## Given data

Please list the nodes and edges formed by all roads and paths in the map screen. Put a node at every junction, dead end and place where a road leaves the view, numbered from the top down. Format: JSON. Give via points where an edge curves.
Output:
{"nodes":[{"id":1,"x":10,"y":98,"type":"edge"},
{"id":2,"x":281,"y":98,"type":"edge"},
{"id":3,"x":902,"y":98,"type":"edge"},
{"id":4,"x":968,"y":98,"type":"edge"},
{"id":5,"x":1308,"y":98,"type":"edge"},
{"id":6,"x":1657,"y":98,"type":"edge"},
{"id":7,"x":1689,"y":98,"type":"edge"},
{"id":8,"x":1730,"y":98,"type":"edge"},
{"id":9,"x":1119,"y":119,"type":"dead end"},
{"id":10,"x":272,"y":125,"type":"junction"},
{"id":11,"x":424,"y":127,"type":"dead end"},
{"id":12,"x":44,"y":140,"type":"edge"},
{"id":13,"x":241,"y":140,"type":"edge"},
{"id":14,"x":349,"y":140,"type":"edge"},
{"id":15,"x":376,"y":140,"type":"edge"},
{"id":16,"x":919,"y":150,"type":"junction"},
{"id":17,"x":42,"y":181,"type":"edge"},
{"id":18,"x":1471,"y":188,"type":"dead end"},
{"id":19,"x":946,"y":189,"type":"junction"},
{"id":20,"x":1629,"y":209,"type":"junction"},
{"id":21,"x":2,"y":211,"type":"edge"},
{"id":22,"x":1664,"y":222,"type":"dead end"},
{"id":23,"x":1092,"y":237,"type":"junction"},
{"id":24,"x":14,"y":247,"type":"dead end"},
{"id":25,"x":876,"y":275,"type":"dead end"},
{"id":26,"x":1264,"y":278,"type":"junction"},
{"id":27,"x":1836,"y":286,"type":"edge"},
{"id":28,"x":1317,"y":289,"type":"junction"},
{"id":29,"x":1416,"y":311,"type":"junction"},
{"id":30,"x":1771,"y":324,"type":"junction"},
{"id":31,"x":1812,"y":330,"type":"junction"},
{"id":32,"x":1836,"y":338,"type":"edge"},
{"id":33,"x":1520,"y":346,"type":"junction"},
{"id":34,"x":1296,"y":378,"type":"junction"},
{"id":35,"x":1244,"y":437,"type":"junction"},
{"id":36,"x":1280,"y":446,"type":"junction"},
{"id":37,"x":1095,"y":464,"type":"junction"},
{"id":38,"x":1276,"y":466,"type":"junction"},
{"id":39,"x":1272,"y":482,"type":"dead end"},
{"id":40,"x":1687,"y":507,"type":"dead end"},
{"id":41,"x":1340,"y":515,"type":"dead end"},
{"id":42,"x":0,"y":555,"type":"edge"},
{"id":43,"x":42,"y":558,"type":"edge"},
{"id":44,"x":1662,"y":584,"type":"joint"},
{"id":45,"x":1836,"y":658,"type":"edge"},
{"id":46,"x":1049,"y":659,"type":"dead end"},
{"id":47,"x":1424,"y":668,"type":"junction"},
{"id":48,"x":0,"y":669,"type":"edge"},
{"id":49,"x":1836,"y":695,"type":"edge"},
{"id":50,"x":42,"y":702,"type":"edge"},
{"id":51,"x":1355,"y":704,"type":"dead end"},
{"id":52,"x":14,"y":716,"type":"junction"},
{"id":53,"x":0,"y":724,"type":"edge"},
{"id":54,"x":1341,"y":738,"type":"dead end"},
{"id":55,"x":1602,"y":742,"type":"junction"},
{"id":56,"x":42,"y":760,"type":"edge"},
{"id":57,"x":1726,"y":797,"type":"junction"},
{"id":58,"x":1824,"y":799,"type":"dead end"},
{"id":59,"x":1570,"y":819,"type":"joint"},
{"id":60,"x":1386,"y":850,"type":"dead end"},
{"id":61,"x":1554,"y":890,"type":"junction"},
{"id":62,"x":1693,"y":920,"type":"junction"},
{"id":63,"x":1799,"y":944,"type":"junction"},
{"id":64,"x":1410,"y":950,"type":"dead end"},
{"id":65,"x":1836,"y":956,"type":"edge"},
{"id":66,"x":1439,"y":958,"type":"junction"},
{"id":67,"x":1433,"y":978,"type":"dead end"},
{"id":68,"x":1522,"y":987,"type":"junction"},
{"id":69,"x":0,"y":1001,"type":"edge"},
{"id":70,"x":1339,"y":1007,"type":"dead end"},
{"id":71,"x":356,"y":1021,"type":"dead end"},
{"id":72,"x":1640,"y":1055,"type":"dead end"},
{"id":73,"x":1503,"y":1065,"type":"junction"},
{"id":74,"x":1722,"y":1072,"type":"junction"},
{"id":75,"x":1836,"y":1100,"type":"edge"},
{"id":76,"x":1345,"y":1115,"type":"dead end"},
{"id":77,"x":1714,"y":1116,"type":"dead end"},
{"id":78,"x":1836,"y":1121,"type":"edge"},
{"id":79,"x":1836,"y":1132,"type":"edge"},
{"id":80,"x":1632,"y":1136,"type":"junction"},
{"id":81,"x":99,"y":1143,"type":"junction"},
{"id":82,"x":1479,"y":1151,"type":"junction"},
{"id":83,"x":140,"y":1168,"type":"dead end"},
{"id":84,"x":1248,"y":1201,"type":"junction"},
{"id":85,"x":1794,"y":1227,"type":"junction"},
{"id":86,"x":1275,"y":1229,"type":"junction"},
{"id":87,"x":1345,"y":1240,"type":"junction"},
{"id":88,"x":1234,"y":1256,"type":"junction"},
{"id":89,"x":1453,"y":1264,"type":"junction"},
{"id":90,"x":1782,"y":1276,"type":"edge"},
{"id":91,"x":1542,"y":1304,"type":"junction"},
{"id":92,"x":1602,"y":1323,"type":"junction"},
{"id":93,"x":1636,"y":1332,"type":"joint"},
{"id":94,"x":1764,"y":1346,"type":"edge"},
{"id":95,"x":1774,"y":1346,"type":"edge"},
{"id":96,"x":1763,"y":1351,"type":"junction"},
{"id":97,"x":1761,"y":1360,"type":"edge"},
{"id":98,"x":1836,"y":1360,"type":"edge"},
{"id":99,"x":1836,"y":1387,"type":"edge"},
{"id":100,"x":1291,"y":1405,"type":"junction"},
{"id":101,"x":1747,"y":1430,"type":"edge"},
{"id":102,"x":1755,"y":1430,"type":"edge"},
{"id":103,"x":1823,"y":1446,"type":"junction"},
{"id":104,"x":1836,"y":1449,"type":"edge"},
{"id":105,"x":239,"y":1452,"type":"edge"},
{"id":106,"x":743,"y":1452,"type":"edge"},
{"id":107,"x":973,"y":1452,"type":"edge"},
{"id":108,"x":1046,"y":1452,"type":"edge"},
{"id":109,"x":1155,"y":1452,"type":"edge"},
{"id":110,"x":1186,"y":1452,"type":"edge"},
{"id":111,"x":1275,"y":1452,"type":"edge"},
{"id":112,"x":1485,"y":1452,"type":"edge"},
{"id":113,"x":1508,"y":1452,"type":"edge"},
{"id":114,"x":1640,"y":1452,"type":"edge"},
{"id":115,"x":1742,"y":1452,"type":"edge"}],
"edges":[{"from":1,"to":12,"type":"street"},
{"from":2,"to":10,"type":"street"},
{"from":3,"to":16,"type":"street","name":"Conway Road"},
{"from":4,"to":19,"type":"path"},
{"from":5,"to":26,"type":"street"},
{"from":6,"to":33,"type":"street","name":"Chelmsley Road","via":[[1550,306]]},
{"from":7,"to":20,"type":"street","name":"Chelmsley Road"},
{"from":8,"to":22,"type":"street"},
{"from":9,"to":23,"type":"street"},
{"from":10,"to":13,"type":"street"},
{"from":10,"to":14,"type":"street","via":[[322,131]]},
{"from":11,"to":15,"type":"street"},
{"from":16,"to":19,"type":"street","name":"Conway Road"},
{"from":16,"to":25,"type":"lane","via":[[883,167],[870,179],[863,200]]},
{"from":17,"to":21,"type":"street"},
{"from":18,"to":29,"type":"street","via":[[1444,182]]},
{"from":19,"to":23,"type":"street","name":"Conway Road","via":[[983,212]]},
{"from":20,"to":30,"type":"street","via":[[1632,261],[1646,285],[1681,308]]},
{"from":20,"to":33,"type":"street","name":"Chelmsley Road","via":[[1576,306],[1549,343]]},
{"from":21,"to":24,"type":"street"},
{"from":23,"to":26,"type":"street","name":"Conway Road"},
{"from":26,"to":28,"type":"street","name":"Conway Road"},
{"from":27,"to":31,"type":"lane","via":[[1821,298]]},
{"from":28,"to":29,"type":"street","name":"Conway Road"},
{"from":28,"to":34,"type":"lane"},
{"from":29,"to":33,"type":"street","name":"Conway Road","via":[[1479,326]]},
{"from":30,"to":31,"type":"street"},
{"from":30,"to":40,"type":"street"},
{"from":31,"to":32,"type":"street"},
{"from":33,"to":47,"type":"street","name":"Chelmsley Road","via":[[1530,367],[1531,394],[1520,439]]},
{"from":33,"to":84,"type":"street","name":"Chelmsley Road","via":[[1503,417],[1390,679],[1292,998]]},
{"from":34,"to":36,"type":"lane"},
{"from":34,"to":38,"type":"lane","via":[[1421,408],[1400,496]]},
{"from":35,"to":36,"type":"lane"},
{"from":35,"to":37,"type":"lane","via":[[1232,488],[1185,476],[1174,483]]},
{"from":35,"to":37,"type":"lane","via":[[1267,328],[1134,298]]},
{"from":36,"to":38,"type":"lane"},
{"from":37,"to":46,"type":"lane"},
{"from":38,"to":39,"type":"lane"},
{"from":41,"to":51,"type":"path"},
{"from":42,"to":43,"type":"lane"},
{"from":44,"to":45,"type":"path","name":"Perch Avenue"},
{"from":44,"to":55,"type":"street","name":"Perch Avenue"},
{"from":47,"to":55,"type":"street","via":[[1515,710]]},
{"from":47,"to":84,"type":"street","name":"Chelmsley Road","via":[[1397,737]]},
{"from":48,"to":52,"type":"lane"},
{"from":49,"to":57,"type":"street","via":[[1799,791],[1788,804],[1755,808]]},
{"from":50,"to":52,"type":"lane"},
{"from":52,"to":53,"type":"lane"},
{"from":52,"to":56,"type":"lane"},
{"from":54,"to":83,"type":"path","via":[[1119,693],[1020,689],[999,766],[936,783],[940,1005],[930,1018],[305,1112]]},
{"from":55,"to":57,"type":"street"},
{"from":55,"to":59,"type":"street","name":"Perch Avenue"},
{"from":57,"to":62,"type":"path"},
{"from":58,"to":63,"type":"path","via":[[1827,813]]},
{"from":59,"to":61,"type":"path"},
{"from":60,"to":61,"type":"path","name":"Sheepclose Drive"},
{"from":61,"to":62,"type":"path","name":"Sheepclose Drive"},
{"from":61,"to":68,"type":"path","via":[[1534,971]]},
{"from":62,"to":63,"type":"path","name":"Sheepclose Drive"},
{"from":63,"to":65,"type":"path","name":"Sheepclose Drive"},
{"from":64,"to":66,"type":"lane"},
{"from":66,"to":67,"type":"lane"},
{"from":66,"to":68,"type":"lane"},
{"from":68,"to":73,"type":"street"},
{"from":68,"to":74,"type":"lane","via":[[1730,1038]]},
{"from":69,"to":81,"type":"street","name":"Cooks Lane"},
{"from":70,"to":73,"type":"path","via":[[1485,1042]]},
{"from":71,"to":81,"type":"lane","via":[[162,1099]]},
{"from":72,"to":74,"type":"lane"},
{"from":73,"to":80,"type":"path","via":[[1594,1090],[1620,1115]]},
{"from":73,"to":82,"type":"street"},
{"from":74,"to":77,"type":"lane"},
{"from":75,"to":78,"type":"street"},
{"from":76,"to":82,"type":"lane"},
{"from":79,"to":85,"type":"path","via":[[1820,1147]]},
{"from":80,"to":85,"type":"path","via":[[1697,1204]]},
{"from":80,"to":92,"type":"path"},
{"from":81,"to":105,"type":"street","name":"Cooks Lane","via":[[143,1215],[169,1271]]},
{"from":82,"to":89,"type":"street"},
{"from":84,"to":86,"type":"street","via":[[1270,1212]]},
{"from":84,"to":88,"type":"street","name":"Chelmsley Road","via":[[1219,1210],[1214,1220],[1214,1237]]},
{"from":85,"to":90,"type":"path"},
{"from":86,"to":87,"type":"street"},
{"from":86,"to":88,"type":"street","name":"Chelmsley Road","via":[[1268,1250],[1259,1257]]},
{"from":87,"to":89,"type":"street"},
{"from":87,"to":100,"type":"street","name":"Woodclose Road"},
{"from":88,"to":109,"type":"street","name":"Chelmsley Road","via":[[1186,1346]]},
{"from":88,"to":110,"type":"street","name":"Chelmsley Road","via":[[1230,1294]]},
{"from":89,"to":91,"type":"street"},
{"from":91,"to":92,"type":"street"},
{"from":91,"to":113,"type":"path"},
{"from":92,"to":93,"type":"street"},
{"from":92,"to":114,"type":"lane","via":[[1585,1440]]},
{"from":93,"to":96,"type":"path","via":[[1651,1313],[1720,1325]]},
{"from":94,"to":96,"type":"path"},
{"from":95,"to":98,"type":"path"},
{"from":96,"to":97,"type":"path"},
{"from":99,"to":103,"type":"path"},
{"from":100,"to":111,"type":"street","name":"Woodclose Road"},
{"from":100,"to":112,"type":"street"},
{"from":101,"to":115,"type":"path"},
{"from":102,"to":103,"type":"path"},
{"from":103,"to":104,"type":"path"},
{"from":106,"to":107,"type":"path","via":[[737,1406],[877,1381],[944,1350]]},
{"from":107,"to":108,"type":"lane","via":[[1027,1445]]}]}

## Task prompt
Whenever the word "Cooks" occurs in a line above, copy that line.

## Answer below
{"from":69,"to":81,"type":"street","name":"Cooks Lane"},
{"from":81,"to":105,"type":"street","name":"Cooks Lane","via":[[143,1215],[169,1271]]},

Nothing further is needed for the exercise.